Alison Lurie

       Home in Ithaca, N.Y., where it is raining, just as it was in San Francisco. The local attitude toward this is mild acceptance (“We had to cancel the picnic, but it’s good for the garden”), whereas in San Francisco, the reaction was one of almost supernatural horror (“Really, it never rains in August here, something must be wrong”).
       In Ithaca, national and international issues shrink in importance: The headlines in the local paper announce that a bridge has been opened, and that a nearby town is celebrating its 200th anniversary with a parade, fireworks, and the re-enactment of a Civil War battle. It’s also restful to read the local crime reports: Highlights this week were a fight in a bar, some cases of drunken driving, the theft of an early-model Nintendo game from a yard sale, and an arrest for shoplifting “items including … school supplies, clothing, and raspberry Fig Newtons” from Kmart.

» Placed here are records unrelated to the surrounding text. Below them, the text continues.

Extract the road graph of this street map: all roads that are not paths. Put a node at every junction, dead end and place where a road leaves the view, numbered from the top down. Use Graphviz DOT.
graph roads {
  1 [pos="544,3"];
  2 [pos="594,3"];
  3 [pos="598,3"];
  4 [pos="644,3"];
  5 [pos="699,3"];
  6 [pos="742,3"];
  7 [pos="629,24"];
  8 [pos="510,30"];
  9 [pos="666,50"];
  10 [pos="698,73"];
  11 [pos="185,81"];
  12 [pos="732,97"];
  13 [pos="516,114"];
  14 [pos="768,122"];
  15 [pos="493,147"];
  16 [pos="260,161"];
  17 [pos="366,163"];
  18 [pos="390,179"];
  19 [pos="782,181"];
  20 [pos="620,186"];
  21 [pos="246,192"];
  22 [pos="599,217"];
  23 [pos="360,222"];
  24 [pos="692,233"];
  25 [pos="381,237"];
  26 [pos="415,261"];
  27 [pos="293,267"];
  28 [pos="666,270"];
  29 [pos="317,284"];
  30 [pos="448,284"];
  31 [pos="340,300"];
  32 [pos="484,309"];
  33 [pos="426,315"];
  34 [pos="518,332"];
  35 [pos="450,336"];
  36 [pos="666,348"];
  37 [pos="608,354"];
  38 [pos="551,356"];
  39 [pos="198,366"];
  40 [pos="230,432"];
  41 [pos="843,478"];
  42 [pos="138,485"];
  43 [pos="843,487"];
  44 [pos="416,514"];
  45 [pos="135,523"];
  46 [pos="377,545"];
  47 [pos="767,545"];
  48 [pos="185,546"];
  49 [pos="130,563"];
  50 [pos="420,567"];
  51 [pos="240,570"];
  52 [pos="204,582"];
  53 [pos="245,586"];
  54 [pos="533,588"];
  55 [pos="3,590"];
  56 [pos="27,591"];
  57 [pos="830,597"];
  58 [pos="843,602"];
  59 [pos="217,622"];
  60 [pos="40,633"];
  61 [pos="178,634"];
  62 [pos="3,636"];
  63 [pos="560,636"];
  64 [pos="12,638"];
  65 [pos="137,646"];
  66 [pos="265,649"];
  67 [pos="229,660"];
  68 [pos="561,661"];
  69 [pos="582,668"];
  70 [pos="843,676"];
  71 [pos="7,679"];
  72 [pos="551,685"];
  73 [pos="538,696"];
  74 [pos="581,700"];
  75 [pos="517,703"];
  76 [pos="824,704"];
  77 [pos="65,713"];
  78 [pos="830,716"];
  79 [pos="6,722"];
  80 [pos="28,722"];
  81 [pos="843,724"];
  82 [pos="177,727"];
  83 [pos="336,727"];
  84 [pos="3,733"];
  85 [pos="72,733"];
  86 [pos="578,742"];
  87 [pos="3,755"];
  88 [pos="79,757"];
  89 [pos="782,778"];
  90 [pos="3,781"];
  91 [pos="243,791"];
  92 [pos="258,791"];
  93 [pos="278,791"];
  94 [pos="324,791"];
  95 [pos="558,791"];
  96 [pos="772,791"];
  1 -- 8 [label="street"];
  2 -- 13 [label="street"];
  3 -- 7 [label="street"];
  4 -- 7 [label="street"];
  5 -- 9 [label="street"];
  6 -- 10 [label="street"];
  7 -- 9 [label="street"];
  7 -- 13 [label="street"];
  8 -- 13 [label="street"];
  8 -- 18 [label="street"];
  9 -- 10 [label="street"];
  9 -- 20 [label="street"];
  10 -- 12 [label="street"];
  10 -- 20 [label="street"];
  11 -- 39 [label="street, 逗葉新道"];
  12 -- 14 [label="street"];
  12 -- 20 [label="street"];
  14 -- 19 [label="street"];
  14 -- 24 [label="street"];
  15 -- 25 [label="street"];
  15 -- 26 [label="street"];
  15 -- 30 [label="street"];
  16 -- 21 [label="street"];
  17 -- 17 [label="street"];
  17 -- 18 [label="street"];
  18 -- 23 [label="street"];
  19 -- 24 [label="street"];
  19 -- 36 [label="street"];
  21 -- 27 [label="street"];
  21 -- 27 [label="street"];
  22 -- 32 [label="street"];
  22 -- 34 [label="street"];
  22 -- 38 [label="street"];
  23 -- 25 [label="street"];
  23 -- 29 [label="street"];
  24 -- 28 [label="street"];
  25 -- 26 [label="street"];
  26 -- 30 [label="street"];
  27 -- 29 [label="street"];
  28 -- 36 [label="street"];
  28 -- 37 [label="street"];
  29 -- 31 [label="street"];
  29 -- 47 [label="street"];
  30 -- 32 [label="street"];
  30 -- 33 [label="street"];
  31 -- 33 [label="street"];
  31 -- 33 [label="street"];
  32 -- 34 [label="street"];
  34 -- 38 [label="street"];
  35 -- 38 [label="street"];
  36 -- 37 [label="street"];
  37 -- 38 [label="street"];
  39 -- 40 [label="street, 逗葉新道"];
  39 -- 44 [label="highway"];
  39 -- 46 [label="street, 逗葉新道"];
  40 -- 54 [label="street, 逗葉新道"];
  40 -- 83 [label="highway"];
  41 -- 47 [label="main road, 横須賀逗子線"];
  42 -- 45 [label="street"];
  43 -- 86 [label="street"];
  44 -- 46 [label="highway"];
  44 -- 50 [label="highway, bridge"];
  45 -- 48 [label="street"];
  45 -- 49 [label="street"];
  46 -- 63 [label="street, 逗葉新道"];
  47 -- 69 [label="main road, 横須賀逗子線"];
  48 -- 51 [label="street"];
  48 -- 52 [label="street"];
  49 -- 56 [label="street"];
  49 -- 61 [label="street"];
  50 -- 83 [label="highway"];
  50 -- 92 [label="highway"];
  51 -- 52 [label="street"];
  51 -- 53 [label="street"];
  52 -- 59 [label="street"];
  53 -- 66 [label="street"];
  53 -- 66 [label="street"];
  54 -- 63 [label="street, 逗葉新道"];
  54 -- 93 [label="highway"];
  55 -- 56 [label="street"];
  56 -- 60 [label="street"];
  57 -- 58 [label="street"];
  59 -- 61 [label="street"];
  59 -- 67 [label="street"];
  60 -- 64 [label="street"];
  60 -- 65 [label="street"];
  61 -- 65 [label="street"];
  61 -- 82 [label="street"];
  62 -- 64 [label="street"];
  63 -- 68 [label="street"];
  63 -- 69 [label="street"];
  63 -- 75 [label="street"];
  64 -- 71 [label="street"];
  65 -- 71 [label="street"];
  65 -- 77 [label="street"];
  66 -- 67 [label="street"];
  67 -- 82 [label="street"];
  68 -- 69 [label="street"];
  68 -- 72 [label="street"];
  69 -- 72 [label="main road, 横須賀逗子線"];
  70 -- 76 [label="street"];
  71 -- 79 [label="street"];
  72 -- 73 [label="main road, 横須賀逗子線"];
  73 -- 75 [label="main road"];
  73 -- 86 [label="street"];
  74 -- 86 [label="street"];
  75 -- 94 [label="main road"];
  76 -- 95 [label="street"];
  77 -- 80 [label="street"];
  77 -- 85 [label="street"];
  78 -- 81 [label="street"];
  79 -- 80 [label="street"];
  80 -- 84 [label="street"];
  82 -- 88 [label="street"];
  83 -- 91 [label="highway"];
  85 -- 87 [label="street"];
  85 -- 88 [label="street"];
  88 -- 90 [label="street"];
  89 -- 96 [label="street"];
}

       This summer I am reading fiction for a literary prize. Since over 250 books have been submitted, and my list of 10 possible winners is due in two weeks, I can’t look at every word. Instead, I read the first five pages of every book, and if I like it, the next 20 or 30. Then I either read the whole thing or put it aside. Luckily for the contestants, there are four other judges.
       Over the years that I’ve been on various prize committees, I’ve noticed changes. There are, for instance, many fewer novels about war, and much less experimental writing. There is also a surplus of first novels (some of them first-rate) in which the main character is a child or adolescent coping with a dysfunctional family, often one in which the parents are divorced and one of them has disappeared. These stories take place in a variety of regional, economic, and ethnic settings, but again and again the themes are the same. The parents, though attractive and intermittently affectionate, are far more impulsive and irresponsible than their children. They can’t really manage their own lives very well, or stick to any job or town or partner, so the plot is one crisis after another.
       Most of these novels have the look of being at least partly autobiographical. What seems likely is that a lot of these writers, born in the ‘60s and early ‘70s, are the offspring of people who went overboard back then and never quite managed to get back onto the ship. In the course of these novels, the protagonists discover how immature (though often lovably eccentric) their parents are. Usually they then begin to take charge of their own lives, and by the end of the book are on their way to becoming responsible and competent, sometimes with the help of considerably older people who were born in the serious years of the Depression and World War II.